I first began voting in Chicago elections as a junior at the University of Illinois at Chicago (UIC). I spent the past 20 years as a faithful Chicago voter. I always knew a lot about the candidates for alderman and mayor, as they were often on the nightly news.
But this spring, in the suburbs where I now live, I experienced something different. For the first time in my 21 years as a voter, I cast a ballot for three school boards — in the district my own children attend, the high school they will attend, and the local community college nearby.
I had to look up each candidate online to become informed enough to vote. But as I did so, I realized I never had this opportunity as a Chicago resident, a parent of school-age children or a Chicago Public Schools teacher.

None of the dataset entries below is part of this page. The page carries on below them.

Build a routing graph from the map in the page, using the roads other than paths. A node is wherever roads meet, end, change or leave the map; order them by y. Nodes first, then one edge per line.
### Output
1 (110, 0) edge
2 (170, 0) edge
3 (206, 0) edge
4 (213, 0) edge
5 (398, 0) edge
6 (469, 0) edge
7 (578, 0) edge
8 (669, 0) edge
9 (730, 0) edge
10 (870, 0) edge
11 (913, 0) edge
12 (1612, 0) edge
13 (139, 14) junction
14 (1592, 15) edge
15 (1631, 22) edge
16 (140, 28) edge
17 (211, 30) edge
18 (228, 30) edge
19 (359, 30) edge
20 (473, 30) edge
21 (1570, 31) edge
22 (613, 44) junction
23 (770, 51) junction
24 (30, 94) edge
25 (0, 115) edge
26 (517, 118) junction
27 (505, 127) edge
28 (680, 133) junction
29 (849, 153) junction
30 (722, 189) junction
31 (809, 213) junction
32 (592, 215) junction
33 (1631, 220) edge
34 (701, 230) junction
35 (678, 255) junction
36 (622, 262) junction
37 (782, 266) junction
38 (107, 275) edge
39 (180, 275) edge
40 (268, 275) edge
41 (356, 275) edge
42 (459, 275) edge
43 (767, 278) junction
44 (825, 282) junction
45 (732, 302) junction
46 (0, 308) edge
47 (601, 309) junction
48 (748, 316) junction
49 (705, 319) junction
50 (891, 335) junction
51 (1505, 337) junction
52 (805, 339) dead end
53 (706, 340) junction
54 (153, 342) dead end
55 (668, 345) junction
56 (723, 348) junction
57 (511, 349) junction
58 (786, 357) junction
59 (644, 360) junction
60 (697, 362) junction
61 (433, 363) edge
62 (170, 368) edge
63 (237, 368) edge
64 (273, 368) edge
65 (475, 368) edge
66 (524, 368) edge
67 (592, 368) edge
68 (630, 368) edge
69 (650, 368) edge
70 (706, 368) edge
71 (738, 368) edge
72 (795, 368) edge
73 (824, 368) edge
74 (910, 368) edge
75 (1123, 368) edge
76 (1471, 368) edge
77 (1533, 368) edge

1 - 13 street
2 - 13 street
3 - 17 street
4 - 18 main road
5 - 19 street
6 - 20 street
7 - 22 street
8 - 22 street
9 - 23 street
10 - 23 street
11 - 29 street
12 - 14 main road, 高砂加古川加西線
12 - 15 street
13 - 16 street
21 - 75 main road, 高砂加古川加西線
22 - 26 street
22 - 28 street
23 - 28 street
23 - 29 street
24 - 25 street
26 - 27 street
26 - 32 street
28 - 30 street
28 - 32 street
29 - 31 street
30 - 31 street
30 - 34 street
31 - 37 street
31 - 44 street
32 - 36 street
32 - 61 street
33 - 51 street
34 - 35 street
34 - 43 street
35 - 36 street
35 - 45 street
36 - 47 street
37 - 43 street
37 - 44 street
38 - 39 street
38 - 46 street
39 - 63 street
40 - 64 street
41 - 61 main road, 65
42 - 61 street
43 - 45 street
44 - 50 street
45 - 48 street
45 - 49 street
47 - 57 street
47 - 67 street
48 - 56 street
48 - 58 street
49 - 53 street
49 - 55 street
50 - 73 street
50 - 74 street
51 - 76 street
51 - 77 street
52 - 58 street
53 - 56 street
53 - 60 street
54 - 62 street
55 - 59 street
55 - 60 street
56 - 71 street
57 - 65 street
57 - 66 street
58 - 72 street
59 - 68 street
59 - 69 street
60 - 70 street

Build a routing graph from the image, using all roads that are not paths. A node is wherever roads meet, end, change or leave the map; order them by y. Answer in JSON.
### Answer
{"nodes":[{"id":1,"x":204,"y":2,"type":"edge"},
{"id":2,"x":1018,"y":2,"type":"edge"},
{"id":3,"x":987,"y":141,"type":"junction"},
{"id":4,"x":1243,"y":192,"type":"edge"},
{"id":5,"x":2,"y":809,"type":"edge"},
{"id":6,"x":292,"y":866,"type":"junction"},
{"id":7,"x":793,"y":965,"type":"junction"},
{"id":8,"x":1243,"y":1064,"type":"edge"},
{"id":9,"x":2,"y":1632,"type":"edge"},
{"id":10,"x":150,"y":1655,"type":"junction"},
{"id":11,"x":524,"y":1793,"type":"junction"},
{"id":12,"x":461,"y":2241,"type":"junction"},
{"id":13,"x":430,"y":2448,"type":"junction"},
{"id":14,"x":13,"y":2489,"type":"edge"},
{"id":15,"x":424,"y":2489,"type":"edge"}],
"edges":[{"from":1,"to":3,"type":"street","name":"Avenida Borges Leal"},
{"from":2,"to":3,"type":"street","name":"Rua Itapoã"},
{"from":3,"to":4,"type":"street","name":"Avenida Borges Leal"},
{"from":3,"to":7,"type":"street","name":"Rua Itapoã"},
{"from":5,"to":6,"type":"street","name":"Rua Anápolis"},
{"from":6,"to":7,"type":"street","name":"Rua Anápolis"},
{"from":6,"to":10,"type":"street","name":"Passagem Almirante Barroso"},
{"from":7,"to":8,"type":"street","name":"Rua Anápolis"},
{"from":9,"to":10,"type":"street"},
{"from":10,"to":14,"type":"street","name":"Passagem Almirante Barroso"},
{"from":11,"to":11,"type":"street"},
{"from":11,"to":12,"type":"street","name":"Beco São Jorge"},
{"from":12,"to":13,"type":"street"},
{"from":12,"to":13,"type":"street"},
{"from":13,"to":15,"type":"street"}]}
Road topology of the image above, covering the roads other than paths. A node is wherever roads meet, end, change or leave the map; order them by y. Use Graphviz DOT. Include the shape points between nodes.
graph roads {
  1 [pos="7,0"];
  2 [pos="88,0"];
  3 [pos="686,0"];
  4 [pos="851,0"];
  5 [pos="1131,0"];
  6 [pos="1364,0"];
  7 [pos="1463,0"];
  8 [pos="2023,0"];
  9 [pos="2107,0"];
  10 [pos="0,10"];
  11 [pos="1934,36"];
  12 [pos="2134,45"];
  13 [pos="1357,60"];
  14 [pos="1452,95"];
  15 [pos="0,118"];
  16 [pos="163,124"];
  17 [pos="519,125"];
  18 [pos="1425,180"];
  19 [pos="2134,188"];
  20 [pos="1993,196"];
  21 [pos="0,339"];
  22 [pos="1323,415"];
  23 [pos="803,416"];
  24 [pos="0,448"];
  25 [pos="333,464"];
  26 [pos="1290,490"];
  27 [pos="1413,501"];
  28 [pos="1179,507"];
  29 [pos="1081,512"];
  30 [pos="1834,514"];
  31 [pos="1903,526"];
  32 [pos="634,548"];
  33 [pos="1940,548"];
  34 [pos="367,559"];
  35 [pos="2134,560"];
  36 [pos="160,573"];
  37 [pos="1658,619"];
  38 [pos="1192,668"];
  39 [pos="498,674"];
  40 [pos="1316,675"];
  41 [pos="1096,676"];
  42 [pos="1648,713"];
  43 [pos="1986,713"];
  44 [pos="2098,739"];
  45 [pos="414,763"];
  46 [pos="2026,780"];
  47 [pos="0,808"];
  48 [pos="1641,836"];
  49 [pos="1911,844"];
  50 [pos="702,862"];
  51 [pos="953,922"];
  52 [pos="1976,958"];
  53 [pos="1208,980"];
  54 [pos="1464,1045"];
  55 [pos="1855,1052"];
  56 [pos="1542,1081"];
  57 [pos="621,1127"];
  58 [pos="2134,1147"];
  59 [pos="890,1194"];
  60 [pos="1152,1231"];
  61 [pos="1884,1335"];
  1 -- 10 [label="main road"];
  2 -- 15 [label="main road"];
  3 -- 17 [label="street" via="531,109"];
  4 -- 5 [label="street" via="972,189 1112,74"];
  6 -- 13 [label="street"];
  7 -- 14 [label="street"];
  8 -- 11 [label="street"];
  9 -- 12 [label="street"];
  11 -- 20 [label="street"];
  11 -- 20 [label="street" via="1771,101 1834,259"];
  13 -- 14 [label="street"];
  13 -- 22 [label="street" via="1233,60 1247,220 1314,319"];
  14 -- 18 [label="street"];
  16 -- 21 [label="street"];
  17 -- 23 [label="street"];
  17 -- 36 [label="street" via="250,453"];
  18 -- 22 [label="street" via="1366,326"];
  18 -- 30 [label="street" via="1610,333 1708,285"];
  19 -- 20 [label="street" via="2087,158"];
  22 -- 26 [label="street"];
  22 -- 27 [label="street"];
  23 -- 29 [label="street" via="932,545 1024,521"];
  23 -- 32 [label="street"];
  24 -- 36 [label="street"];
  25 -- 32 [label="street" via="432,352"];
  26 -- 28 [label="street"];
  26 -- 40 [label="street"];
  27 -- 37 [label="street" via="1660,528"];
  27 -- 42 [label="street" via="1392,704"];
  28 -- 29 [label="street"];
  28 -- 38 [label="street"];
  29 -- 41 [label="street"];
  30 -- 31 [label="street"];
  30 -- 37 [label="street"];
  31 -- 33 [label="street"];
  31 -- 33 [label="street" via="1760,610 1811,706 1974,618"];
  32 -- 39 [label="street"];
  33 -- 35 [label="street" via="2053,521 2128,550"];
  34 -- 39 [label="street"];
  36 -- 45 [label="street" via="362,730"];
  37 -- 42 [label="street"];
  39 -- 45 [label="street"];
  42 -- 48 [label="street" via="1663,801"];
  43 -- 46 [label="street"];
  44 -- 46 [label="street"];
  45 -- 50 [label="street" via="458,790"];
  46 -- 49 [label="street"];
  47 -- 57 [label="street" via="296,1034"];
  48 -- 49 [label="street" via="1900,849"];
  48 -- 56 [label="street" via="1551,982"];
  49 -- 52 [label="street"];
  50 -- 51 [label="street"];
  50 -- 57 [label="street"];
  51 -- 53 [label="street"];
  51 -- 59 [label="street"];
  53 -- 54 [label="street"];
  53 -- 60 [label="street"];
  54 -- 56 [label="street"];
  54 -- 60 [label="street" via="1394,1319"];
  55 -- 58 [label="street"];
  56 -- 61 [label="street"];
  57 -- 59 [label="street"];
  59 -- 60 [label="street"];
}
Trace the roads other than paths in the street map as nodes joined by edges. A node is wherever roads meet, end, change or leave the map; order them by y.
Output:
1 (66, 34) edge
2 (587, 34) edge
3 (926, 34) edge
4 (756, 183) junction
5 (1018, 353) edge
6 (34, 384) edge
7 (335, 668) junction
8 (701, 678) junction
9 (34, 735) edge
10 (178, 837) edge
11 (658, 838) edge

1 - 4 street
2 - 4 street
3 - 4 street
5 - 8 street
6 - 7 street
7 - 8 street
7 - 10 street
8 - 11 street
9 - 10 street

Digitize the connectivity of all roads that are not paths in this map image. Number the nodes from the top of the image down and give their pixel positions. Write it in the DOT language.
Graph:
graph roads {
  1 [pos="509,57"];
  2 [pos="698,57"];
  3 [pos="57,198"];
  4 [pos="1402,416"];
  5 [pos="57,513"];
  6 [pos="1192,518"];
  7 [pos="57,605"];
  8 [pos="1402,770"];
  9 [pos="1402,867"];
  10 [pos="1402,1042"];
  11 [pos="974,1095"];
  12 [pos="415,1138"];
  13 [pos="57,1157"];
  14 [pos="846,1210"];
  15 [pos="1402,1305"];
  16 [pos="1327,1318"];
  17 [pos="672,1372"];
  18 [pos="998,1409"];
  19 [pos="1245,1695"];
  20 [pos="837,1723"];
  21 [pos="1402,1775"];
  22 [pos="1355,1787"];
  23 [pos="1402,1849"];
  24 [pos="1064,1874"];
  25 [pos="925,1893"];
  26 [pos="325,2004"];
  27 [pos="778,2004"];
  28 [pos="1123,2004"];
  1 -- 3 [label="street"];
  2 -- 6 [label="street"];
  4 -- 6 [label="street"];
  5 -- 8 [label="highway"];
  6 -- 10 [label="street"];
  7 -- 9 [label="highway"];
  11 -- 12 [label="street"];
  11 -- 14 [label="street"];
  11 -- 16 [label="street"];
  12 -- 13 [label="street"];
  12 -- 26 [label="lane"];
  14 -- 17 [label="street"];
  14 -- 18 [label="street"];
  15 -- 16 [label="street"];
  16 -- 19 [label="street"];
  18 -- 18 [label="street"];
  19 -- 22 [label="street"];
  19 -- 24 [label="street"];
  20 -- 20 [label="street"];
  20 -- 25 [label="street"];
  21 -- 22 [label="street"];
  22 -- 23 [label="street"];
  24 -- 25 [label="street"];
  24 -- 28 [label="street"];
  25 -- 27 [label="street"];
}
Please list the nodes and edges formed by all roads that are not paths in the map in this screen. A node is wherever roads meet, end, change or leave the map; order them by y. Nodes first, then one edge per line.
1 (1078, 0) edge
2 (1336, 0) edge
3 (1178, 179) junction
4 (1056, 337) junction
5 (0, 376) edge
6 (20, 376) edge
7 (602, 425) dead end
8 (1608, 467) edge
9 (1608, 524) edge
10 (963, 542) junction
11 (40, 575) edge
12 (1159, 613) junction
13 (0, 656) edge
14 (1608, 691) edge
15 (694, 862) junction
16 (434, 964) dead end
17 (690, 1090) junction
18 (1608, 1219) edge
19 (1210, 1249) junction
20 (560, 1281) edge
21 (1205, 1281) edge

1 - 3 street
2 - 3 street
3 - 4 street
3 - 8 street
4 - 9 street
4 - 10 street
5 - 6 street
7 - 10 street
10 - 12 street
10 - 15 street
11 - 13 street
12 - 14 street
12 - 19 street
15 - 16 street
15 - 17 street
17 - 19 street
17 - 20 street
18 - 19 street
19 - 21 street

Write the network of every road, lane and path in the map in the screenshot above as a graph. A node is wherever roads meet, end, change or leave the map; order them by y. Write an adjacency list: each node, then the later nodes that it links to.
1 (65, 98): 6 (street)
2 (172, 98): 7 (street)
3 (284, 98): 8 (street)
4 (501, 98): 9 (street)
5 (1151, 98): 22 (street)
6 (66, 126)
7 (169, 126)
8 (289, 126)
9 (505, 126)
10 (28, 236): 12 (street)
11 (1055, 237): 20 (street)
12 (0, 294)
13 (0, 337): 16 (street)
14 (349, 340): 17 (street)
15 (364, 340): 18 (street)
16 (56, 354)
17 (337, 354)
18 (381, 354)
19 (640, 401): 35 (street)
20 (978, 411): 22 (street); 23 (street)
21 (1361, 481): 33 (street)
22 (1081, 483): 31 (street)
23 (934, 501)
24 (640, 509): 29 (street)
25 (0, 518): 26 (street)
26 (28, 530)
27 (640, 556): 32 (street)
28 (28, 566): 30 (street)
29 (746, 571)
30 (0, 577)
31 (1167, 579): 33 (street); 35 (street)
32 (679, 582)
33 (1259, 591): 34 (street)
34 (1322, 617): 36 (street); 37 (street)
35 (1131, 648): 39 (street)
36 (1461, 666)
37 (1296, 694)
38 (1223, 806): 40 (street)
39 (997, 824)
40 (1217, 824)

Since 1872, nearly 150 years ago, Chicago’s mayor has had a hand in picking the school board. Mayoral control became complete under Mayor Richard M. Daley in 1995. Now, CPS is the only school district in Illinois without an elected school board. And although other big urban school districts have boards hand-picked by the mayor, several — such as Los Angeles, Houston, Miami, and Atlanta — have elected boards.
Due to its complicated history, an elected school board in Chicago can only come with legislation in Springfield. Getting such legislation is a long battle that may or may not be successful anytime soon.
This is a shame, for Chicago residents and Chicago students, as it represents a clear example of inequity that puts power in the hands of one person: the mayor.
Vested interests and connections
Oddly enough, Mayor Lori Lightfoot ran on a platform that included an elected board, something she now seemingly opposes. In essence, those who would deny Chicagoans the right to elect a school board believe that Chicagoans can’t be trusted to make the right decisions for their public schools — that only one powerful person should have that trust.
But just outside Chicago, in wealthy, middle class, working class, and poor suburbs and small towns, everyone else has that right to vote and to run for their local school board.
Most board members where I recently voted had vested interests in the district. The majority had children currently in the schools, the exception being the trustees of the community college. Yet even those candidates showed a high interest in or had connections to the college of which they hoped to become trustee.
More inequitable, I believe, is how Chicago’s school board operates compared to other school districts. Take something as simple as scheduling the meeting at an appropriate time. Chicago’s Board of Education only meets on Wednesday mornings, so if a parent wants to voice a concern, he or she must usually take time off from work. But look at most suburban districts, where boards hold their meetings at night so parents don’t have to take time off and can easily participate.
During this pandemic school year, school board decisions have been highly anticipated. Many parents, myself included, watched online as officials decided whether or not to send students back to school. As I watched, I recalled my years as a high school educator in Chicago, where I worked in intentionally under-funded schools in Roseland and Englewood.
I can’t name one school board member from those 17 years. None of them ever visited my schools to see how students from the South Side were forced to deal with overcrowded classrooms, inadequate technology, crumbling facilities, and a general lack of resources.
Those board members had the power to right those wrongs. Yet none of them had my back or my students’.
For Chicago’s sake, I hope some day Chicagoans will get to vote on their first school board.
CPS and the mayor can preach equity and democracy all they want, but if they don’t put it into practice for the sake of parents, students and better education in the city, then it will never ring true.